ALICE VON HILDEBRAND
This Rock
March 2001
Innumerable men long to escape the waves of meaningless violence, and to some, Buddhism seems to offer a solution. It is associated with friendliness, tolerance, harmony, and tranquility. Those contemplating a statue of the Buddha—and some of them are strikingly beautiful—will be impressed by the inwardness of his look, by the contagious calm that emanates from his face. How appealing this must be to the nonreligious Western man who, devoured by ambition, keeps running toward an elusive goal that cannot bring him peace.
Moreover, the post-Christian world is so thoroughly secularized that many long for a breath of sacredness. Deep down, man knows that there are things and persons that call for awe, and no doubt Buddhism nourishes this legitimate longing. Buddhist ceremonies are bathed in mystery and wrapped in beauty. How many Catholic parishes today can make the same claim?
There are two main types of Buddhism today, Theravada and Mahayana. The former is a smaller, more conservative sect found mostly in Southeast Asia.

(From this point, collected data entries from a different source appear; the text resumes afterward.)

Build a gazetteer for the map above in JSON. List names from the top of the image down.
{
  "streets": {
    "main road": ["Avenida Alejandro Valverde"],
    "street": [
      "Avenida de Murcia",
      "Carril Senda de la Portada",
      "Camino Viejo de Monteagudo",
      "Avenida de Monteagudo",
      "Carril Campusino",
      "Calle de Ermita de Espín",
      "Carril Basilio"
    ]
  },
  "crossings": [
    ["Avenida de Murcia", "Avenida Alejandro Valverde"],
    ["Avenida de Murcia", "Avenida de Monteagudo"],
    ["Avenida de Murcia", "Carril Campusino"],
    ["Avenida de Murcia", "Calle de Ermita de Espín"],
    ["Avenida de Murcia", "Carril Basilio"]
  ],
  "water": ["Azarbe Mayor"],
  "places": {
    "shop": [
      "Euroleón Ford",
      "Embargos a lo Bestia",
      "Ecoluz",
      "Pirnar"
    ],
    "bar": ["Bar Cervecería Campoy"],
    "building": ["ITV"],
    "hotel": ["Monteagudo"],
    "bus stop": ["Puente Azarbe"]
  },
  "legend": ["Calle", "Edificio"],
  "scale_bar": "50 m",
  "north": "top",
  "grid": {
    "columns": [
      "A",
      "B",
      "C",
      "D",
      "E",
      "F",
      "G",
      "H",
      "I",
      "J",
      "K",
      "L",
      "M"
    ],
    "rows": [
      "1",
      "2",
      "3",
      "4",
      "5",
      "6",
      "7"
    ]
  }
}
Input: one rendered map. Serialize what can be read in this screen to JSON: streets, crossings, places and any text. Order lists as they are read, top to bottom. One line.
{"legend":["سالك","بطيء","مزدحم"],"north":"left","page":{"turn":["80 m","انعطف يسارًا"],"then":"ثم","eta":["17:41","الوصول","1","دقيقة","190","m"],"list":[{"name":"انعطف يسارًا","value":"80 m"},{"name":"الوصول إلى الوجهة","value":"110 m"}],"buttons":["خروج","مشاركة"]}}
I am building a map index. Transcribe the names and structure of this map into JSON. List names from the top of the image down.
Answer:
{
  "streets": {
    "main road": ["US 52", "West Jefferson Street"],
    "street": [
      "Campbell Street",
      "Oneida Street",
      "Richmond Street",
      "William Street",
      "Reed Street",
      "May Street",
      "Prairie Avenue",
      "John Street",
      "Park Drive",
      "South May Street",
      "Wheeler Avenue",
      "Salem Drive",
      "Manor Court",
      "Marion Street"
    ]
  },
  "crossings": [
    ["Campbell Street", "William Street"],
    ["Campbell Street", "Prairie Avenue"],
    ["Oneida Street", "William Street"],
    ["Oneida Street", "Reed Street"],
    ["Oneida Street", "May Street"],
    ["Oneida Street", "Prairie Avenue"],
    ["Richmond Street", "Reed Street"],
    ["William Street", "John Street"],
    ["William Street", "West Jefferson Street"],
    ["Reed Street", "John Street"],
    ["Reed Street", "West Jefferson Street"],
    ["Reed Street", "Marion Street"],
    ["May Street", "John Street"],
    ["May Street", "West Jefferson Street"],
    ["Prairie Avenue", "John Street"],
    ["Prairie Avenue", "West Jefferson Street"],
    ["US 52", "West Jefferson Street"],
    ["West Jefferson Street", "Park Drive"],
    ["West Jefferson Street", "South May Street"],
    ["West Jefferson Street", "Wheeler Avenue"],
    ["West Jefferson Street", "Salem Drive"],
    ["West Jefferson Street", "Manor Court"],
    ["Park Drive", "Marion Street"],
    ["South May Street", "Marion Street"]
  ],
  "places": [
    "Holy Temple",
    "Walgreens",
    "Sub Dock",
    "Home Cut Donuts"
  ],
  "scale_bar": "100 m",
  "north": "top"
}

The latter is far more widespread. The differences between the two are as striking as the differences between Christianity and Gnosticism. Mahayana Buddhism, for instance, is open to the existence of deities, while Theravada Buddhism holds there is nothing beyond this evanescent world. What is discussed here is Theravada Buddhism, which is closer to the heart of historical Buddhism.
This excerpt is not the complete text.